When Mrs. Damerel came, Nancy was even more struck than at their former meeting with her resemblance to Horace. Eyes and lips recalled Horace at every moment. This time, the conversation began more smoothly. On both sides appeared a disposition to friendliness, though Nancy only marked her distrust in the hope of learning more about this mysterious relative and of being useful to her brother.
‘You have a prejudice against me,’ said the visitor, when she had inquired concerning Nancy’s health. ’It’s only natural. I hardly seem to you a real relative, I’m afraid—you know so little about me; and now Horace has been laying dreadful things to my charge.’
‘He thinks you responsible for what has happened to Fanny French,’ Nancy replied, in an impartial voice.
’Yes, and I assure you he is mistaken. Miss. French deceived him and her own people, leading them to think that she was spending her time with me, when really she was—who knows where? To you I am quite ready to confess that I hoped something might come between her and Horace; but as for plotting—really lam not so melodramatic a person. All I did in the way of design was to give Horace an opportunity of seeing the girl in a new light. You can imagine very well, no doubt, how she conducted herself. I quite believe that Horace was getting tired and ashamed of her, but then came her disappearance, and that made him angry with me.’
Even the voice suggested Horace’s tones, especially when softened in familiar dialogue. Nancy paid closer attention to the speaker’s looks and movements than to the matter of what she said. Mrs. Damerel might possibly be a well-meaning woman—her peculiarities might result from social habits, and not from insincerity; yet Nancy could not like her. Everything about her prompted a question and a doubt. How old was she? Probably much older than she looked. What was her breeding, her education? Probably far less thorough than she would have one believe. Was she in good circumstances? Nancy suspected that her fashionable and expensive dress signified extravagance and vanity rather than wealth.
’I have brought a letter to show you which she has sent me from abroad. Read it, and form your own conclusion. Is it the letter of an injured innocent?’

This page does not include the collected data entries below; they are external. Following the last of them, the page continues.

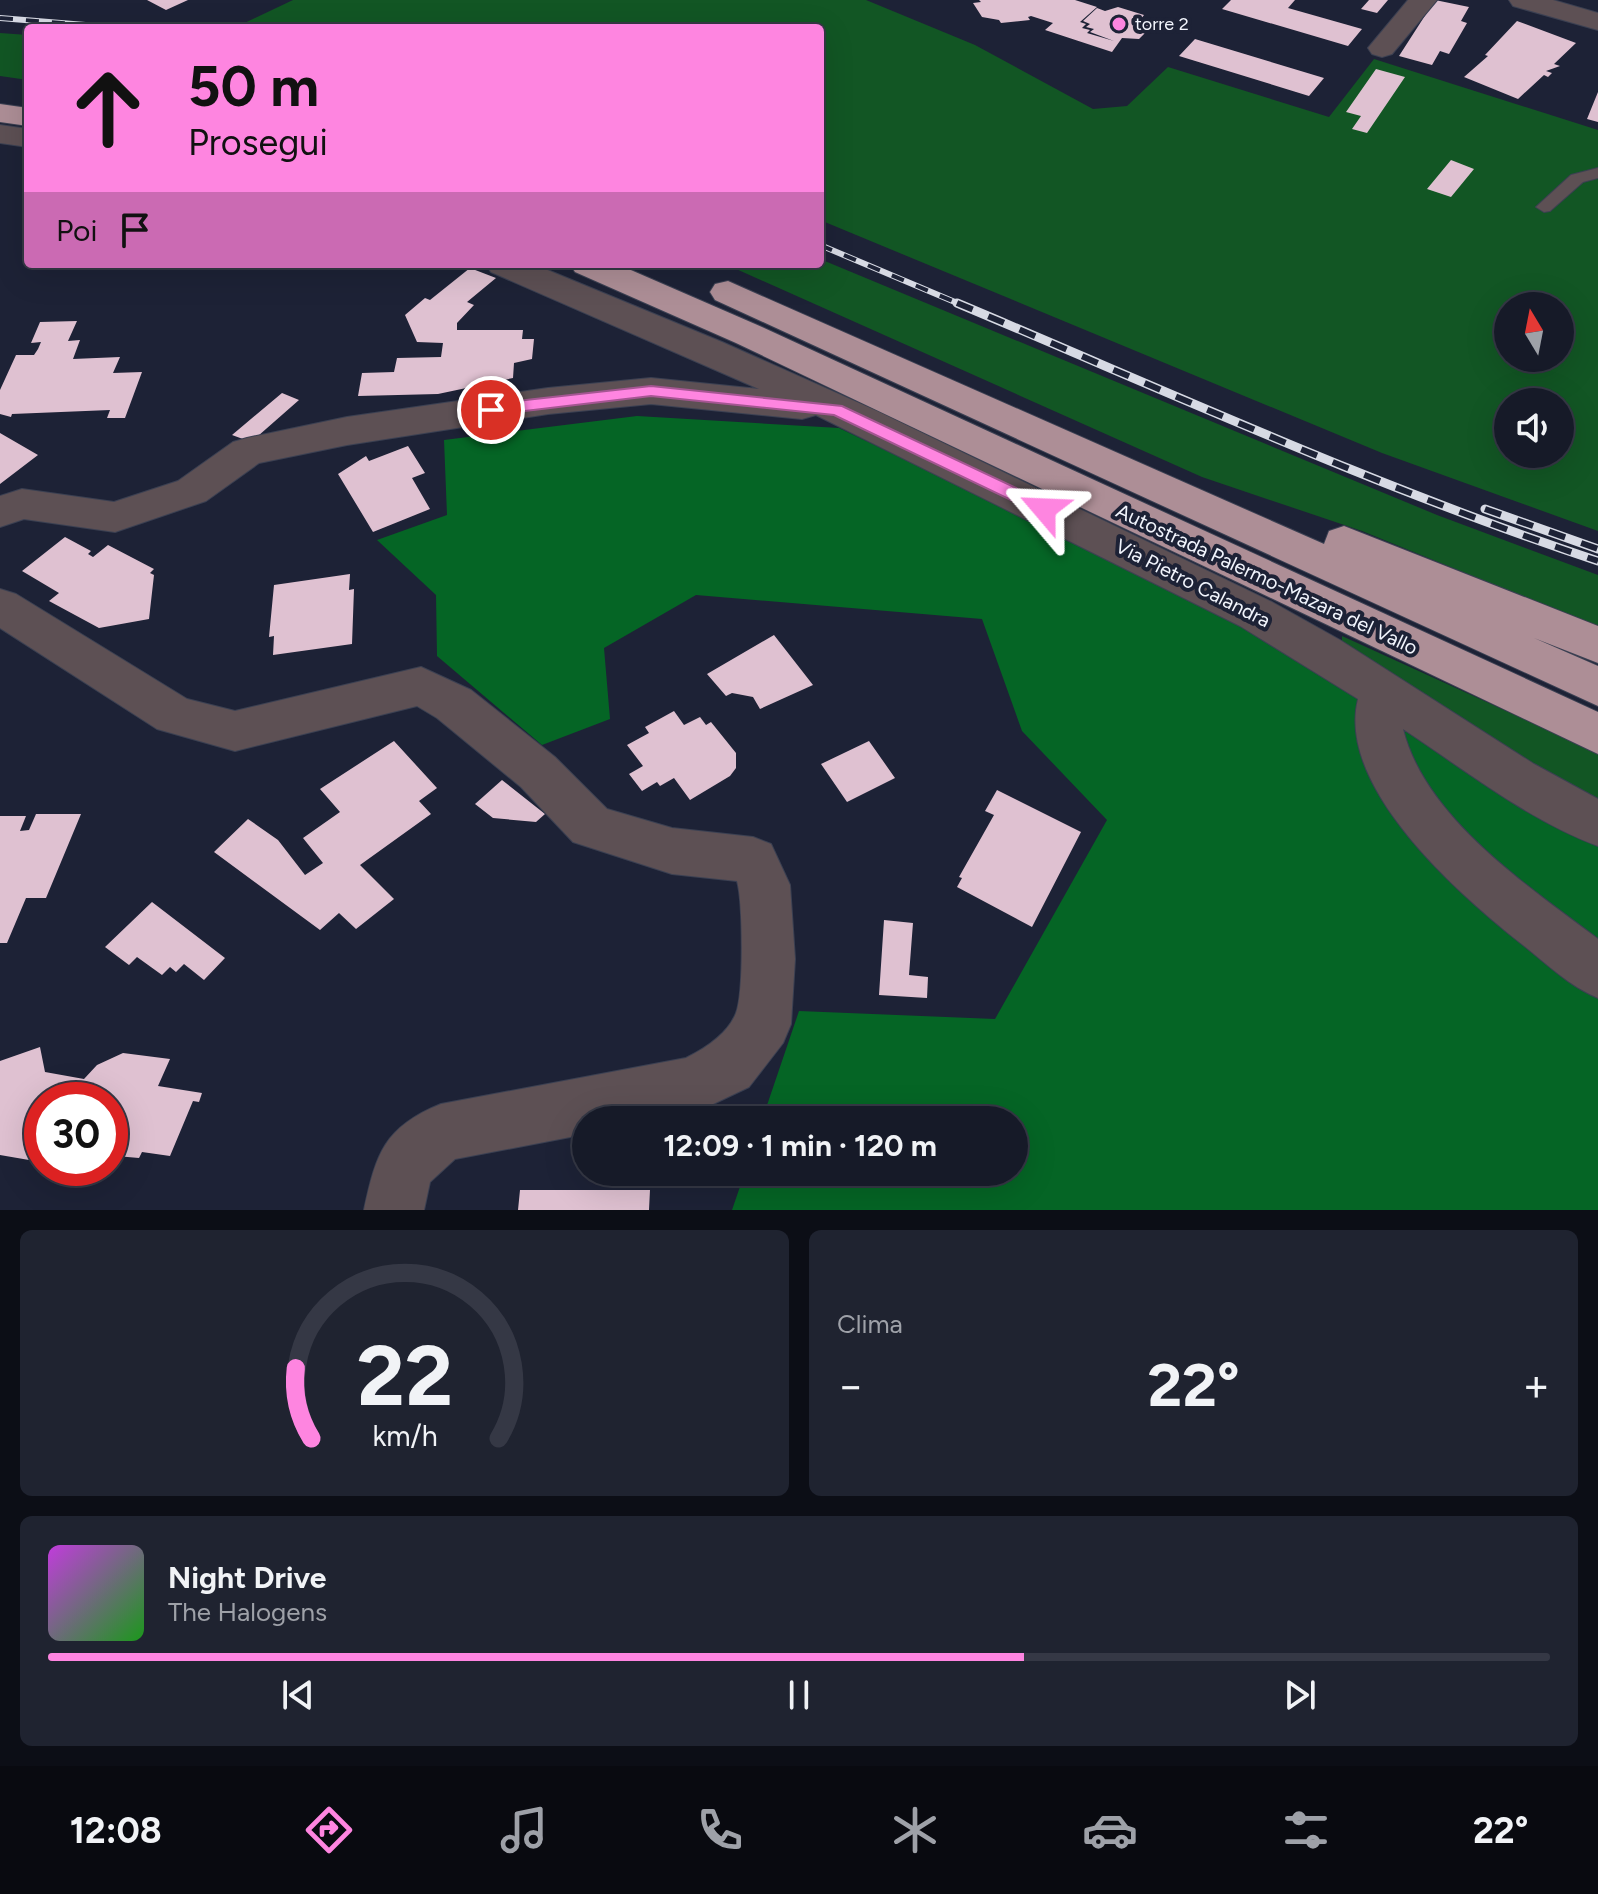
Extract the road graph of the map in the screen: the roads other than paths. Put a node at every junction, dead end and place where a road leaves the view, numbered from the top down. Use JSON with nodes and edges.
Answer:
{"nodes":[{"id":1,"x":1423,"y":0,"type":"edge"},
{"id":2,"x":1523,"y":0,"type":"edge"},
{"id":3,"x":1598,"y":22,"type":"edge"},
{"id":4,"x":1382,"y":48,"type":"dead end"},
{"id":5,"x":0,"y":90,"type":"edge"},
{"id":6,"x":24,"y":93,"type":"edge"},
{"id":7,"x":0,"y":113,"type":"edge"},
{"id":8,"x":24,"y":116,"type":"edge"},
{"id":9,"x":0,"y":134,"type":"edge"},
{"id":10,"x":24,"y":137,"type":"edge"},
{"id":11,"x":1598,"y":173,"type":"edge"},
{"id":12,"x":1544,"y":207,"type":"dead end"},
{"id":13,"x":513,"y":268,"type":"edge"},
{"id":14,"x":596,"y":268,"type":"edge"},
{"id":15,"x":672,"y":268,"type":"edge"},
{"id":16,"x":837,"y":409,"type":"junction"},
{"id":17,"x":1132,"y":476,"type":"junction"},
{"id":18,"x":0,"y":512,"type":"edge"},
{"id":19,"x":0,"y":606,"type":"edge"},
{"id":20,"x":1598,"y":645,"type":"edge"},
{"id":21,"x":1598,"y":687,"type":"edge"},
{"id":22,"x":1383,"y":693,"type":"junction"},
{"id":23,"x":1598,"y":734,"type":"edge"},
{"id":24,"x":1598,"y":824,"type":"edge"},
{"id":25,"x":1598,"y":972,"type":"edge"},
{"id":26,"x":394,"y":1210,"type":"edge"}],
"edges":[{"from":1,"to":4,"type":"street"},
{"from":2,"to":3,"type":"street"},
{"from":5,"to":6,"type":"highway"},
{"from":7,"to":8,"type":"highway"},
{"from":9,"to":10,"type":"street"},
{"from":11,"to":12,"type":"lane"},
{"from":13,"to":16,"type":"street","name":"Via Pietro Calandra"},
{"from":14,"to":23,"type":"highway","name":"Autostrada Palermo-Mazara del Vallo"},
{"from":15,"to":17,"type":"highway","name":"Autostrada Palermo-Mazara del Vallo"},
{"from":16,"to":18,"type":"street"},
{"from":16,"to":22,"type":"street","name":"Via Pietro Calandra"},
{"from":17,"to":20,"type":"highway"},
{"from":17,"to":21,"type":"highway","name":"Autostrada Palermo-Mazara del Vallo"},
{"from":19,"to":26,"type":"street"},
{"from":22,"to":24,"type":"street","name":"Via Pietro Calandra"},
{"from":22,"to":25,"type":"street"}]}
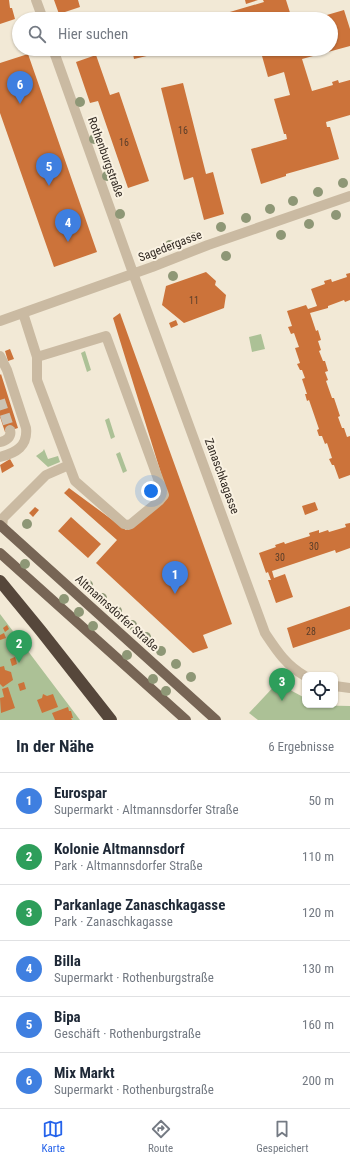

A scrawl on foreign note-paper, which ran thus:
DEAR MRS DAMEREL,—Just a word to console you for the loss of my society. I have gone to a better world, so dry your tears. If you see my masher, tell him I’ve met with somebody a bit more like a man. I should advise him to go to school again and finish his education. I won’t trouble you to write. Many thanks for the kindness you didn’t mean to do me.—Yours in the best of spirits (I don’t mean Cognac),
FANNY (nee) FRENCH.
Nancy returned the paper with a look of disgust, saying, ’I didn’t think she was as bad as that.’
‘No more did I. It really gave me a little shock of surprise.’